— PROBLEM TO SOLVE —
Go through the material and copy each line that includes "roads".

BEGIN

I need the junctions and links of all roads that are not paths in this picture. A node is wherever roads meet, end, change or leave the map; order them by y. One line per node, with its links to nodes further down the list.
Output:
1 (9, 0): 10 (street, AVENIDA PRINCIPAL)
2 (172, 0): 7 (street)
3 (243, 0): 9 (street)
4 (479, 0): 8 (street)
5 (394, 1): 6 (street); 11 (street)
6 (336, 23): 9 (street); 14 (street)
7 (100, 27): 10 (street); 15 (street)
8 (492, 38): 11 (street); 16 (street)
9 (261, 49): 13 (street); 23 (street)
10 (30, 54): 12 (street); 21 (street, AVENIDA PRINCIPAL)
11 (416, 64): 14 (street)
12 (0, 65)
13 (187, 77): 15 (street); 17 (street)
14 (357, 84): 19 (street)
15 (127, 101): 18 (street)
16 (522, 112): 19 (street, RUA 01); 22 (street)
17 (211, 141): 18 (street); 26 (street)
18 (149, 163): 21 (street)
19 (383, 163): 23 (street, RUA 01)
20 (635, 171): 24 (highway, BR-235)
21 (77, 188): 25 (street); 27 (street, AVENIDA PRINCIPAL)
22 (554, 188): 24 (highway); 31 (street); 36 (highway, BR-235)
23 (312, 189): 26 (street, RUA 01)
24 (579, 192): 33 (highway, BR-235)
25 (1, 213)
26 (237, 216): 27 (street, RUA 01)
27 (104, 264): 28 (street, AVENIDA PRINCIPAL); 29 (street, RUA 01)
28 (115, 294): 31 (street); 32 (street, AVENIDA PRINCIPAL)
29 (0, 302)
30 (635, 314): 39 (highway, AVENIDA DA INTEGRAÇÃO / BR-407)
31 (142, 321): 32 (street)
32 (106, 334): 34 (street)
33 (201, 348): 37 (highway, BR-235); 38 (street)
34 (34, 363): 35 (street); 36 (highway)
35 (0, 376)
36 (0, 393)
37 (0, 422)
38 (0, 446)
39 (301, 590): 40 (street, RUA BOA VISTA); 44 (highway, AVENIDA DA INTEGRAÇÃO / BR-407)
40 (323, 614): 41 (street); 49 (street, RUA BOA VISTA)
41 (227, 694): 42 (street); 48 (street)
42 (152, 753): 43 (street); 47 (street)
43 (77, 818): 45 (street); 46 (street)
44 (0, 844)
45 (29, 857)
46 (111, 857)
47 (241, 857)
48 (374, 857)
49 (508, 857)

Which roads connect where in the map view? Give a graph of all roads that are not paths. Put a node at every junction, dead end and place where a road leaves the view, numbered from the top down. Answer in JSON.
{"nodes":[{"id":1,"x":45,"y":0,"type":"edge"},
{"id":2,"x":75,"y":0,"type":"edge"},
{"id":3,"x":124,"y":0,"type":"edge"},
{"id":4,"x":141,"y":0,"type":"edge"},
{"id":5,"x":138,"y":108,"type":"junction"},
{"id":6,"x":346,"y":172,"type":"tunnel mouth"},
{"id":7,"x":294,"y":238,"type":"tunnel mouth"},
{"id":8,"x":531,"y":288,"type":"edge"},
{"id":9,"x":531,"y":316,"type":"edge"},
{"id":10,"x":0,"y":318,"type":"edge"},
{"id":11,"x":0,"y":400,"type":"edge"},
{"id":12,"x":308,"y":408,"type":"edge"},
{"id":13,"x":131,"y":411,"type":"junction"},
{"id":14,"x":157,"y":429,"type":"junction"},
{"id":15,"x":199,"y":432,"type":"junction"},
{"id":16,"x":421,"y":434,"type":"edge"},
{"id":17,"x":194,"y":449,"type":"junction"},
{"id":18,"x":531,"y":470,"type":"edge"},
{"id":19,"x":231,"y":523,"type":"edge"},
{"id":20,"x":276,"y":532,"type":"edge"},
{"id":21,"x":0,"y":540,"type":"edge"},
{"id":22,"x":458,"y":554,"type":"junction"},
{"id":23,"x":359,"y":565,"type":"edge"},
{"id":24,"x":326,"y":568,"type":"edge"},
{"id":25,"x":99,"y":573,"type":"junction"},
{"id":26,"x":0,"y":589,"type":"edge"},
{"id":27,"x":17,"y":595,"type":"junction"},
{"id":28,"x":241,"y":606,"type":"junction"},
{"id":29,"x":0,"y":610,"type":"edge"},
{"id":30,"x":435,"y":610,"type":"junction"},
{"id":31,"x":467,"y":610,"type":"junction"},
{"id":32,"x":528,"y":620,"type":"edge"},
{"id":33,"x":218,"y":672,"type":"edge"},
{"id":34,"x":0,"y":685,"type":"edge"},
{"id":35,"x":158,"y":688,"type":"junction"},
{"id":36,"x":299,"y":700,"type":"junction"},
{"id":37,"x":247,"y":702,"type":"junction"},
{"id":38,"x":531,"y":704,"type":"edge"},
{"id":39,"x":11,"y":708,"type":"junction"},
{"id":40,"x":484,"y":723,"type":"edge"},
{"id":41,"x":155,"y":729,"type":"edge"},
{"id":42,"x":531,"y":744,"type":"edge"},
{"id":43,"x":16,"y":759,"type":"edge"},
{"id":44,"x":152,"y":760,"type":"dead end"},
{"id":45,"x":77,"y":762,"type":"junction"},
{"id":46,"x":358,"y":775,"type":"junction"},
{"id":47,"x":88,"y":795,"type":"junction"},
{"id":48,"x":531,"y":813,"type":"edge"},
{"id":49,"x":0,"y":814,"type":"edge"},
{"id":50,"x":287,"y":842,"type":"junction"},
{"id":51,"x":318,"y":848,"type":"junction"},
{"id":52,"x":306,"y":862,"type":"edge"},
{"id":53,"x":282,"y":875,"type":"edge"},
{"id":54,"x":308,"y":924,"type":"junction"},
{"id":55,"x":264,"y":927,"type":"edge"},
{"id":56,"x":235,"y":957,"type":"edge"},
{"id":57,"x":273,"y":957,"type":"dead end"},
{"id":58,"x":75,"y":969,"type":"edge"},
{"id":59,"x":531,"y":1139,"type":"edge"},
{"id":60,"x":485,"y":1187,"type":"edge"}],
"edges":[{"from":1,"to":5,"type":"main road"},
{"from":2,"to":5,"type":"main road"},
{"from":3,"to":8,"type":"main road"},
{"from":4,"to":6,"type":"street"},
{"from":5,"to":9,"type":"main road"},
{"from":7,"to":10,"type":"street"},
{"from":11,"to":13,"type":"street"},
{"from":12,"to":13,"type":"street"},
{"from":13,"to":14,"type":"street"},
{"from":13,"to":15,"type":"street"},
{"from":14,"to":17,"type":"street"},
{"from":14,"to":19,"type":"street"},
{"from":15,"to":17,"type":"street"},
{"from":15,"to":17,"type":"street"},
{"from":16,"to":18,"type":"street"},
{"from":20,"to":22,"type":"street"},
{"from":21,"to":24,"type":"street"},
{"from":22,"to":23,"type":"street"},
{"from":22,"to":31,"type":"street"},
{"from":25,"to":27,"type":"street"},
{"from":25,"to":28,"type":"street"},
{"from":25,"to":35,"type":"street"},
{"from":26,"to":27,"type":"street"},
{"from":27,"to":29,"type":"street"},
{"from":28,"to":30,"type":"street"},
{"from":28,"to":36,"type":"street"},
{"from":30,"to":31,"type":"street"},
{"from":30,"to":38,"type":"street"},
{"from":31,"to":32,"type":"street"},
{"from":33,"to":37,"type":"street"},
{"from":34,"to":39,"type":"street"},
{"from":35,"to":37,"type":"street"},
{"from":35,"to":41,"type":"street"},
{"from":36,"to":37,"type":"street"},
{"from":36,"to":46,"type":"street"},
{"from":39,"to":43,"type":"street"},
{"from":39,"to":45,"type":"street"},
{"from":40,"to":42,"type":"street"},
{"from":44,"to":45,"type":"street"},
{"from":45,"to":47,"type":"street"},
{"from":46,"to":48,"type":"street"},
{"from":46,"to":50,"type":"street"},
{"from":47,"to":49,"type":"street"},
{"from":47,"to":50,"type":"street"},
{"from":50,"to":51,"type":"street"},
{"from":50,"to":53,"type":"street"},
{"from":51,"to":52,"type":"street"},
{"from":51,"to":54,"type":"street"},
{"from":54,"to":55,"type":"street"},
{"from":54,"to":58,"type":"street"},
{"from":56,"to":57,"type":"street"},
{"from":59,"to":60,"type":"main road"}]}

END

— TASK ANSWER —
I need the junctions and links of all roads that are not paths in this picture. A node is wherever roads meet, end, change or leave the map; order them by y. One line per node, with its links to nodes further down the list.
Which roads connect where in the map view? Give a graph of all roads that are not paths. Put a node at every junction, dead end and place where a road leaves the view, numbered from the top down. Answer in JSON.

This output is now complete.